Ketika aku mengambil pekerjaan pada usia tujuh belas, itu menjadi pertengkaran besar. Ketika aku berumur delapan belas dan memberitahunya bahwa aku ingin kuliah, kami bertengkar lebih besar lagi. Dia berkata, "Kalau aku mau kuliah, aku harus melakukannya secara online." Tapi aku hanya ingin keluar dari kota yang penduduknya hanya pekerja perdagangan dan orang-orang yang berkunjung. Tidak ada yang menarik dari tempat itu selain kenyataan bahwa ada orang-orang baru untuk dilihat setiap akhir pekan.
Ibuku menolak membantu biaya kuliah, dan bahkan jika dia setuju, dia tidak punya uang untuk memberiku melanjutkan pendidikan. Pekerjaannya di toko buku di bawah apartemen kami seharusnya bisa membayar lebih baik. Tapi ibuku tahu cara menghemat uang, dan aku tidak pernah kekurangan makanan atau pakaian. Sekali lagi, aku melihat keluar jendela ke rumah yang akan aku sebut rumah mulai sekarang. Itu adalah rumah bersejarah yang telah direnovasi.
Bagian luarnya berwarna putih, dan teras depannya terlihat mengundang. Aku suka jendela dengan daun jendela hijau gelap. Ini akan menjadi rumah pertama yang pernah aku tinggali. Meskipun aku hanya menyewa salah satu kamarnya, aku sangat bersemangat. Itu jauh lebih besar daripada kamar yang aku habiskan selama 21 tahun terakhir. Aku telah mengemas mobil dengan semua yang diperlukan untukku, yang tidak banyak: beberapa pakaian, buku, beberapa barang kecil, dan tanaman-tanamanku. Aku telah memesan tempat tidur yang seharusnya dikirim hari ini, meja, dan beberapa barang lainnya.

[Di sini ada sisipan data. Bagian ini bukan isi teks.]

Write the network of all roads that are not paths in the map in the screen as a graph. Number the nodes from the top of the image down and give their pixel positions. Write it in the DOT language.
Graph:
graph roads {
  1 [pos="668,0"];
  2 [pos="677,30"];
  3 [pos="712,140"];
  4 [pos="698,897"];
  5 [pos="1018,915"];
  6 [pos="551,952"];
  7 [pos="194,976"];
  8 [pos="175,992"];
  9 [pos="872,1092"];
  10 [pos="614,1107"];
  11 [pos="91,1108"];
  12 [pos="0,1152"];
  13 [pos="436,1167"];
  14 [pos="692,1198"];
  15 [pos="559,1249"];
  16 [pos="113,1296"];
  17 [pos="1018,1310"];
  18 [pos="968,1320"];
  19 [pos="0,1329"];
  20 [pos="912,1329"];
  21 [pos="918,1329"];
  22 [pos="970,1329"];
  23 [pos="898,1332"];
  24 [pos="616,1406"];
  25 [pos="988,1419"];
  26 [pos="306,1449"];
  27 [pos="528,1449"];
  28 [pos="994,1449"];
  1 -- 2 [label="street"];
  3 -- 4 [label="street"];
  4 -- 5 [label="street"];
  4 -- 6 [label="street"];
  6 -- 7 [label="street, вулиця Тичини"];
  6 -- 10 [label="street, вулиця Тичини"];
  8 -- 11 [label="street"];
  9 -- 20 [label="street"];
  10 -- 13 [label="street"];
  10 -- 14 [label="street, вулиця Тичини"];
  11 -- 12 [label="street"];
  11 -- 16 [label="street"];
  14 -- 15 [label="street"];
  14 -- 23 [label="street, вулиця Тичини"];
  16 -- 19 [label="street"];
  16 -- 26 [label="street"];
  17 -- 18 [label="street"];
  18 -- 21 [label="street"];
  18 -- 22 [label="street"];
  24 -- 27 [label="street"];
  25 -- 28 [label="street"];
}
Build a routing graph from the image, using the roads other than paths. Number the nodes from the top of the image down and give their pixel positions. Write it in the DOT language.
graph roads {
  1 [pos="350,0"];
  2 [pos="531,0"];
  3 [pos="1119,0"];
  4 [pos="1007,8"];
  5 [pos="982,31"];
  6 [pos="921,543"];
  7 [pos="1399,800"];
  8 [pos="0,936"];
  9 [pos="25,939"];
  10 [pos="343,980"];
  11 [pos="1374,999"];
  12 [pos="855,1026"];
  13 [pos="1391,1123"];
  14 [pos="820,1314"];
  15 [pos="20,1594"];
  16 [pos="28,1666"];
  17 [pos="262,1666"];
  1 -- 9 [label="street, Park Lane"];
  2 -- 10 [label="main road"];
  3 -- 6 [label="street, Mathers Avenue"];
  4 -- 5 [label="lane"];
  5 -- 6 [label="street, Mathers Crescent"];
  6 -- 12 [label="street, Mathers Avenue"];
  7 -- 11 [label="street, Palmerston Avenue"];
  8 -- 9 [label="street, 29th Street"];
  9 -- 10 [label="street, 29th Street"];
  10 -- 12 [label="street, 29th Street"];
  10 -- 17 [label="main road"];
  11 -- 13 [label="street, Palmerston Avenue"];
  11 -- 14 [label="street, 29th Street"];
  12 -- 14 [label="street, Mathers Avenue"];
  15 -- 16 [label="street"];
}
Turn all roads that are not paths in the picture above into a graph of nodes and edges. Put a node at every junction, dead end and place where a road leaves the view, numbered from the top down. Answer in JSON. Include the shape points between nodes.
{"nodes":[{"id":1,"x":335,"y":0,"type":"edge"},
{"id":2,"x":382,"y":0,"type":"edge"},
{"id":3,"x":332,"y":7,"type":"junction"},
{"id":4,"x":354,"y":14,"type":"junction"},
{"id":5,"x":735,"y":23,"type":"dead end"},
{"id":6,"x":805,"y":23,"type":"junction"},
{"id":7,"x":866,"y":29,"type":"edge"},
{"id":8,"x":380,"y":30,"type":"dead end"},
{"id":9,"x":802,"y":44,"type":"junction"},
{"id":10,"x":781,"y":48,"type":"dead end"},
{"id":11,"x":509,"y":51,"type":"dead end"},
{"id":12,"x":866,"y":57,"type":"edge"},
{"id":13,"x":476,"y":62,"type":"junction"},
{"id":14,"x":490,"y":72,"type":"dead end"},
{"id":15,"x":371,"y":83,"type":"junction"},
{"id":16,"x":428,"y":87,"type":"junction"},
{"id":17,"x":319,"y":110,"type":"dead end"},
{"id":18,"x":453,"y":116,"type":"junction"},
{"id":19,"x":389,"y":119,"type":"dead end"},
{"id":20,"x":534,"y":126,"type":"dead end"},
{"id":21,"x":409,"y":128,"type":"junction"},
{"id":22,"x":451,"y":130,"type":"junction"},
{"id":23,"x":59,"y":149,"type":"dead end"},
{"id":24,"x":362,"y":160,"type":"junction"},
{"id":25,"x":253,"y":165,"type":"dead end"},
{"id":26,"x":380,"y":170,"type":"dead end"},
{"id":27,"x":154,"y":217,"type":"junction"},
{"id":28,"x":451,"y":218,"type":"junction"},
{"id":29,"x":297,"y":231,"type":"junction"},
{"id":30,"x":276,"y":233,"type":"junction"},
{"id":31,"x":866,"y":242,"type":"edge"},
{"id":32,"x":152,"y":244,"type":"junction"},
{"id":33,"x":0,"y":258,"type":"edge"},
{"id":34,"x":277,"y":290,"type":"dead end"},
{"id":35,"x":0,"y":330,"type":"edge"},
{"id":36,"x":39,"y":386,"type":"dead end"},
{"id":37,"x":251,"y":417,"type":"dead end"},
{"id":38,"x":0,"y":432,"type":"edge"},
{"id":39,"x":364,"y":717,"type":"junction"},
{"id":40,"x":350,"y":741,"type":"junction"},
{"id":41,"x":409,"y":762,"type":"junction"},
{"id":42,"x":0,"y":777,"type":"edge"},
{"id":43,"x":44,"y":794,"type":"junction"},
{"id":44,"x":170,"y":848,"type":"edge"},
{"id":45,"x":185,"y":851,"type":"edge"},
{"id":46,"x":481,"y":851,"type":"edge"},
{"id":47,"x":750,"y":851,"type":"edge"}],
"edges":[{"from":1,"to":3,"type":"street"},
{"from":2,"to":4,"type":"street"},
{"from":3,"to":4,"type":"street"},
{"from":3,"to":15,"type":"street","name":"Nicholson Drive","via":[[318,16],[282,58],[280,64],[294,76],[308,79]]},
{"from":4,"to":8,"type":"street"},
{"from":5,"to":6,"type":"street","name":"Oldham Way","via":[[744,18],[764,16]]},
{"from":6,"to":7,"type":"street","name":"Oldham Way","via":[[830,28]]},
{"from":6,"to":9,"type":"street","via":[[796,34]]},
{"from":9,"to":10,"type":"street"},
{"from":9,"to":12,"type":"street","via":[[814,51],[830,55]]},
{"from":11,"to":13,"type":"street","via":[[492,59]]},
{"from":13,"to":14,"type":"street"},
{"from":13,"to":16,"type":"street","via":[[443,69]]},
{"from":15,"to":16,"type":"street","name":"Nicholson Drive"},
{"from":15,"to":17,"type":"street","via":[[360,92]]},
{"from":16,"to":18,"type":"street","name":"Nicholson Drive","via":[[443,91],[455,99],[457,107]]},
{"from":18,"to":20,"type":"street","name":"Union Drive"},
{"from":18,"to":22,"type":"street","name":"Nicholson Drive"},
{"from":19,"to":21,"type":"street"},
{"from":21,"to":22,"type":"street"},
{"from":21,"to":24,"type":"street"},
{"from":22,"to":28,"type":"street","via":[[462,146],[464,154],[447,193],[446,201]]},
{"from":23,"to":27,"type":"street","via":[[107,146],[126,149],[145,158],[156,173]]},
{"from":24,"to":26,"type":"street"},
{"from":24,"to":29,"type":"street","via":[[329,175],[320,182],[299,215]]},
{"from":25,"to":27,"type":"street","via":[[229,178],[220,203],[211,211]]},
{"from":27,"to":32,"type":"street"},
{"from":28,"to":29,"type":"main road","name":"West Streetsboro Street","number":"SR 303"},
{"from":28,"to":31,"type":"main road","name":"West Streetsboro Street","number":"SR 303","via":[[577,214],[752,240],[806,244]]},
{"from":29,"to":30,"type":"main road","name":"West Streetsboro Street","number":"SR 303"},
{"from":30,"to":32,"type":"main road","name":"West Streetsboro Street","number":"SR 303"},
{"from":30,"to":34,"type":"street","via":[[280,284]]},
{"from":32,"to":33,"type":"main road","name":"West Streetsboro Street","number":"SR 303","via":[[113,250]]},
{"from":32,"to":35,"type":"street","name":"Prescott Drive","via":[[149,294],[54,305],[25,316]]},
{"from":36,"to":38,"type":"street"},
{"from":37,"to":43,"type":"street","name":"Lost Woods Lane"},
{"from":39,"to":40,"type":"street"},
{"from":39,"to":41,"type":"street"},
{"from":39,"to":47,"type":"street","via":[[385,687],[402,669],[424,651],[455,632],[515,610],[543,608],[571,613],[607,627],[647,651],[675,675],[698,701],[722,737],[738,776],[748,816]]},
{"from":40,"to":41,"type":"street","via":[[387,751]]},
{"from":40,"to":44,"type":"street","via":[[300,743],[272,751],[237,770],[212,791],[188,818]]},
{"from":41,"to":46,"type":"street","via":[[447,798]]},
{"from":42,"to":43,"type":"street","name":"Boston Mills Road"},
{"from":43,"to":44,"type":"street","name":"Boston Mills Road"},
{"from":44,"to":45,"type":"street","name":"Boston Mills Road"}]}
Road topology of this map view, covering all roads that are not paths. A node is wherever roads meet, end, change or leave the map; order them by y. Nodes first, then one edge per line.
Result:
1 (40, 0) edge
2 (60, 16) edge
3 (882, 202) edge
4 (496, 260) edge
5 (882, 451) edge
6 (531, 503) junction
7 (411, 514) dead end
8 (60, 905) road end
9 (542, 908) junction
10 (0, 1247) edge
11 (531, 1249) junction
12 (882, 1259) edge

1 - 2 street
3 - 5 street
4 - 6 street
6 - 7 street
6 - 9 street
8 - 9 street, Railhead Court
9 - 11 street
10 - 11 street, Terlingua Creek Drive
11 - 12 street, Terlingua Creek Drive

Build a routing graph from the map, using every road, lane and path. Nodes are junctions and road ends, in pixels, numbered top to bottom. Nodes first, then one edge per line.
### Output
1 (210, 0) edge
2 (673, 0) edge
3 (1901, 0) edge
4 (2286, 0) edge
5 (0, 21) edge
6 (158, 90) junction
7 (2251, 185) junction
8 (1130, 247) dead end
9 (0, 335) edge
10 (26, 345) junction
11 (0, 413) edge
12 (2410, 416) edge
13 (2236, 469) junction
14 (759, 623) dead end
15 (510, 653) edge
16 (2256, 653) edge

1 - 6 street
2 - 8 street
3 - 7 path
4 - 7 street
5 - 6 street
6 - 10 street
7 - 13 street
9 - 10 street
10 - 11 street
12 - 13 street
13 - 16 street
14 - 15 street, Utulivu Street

Aku keluar dari mobil. Inilah saatnya. Aku akan memulai babak baru dalam hidupku. Aku berjalan ke pintu depan dan mengetuk. Pengelola properti mengatakan dia akan berada di sini untuk membiarkan aku masuk dan menunjukkan sekeliling. Aku berdiri di sana mengagumi teras depan. Ada beberapa kursi goyang dan meja kecil. Pintu depan terbuka, dan seorang wanita, wanita berambut abu-abu, berdiri di sana. "Hai, aku Cora." "Oh ya, masuklah. Aku Sarah, pengelola properti." Aku mengangguk pada wanita itu dan masuk.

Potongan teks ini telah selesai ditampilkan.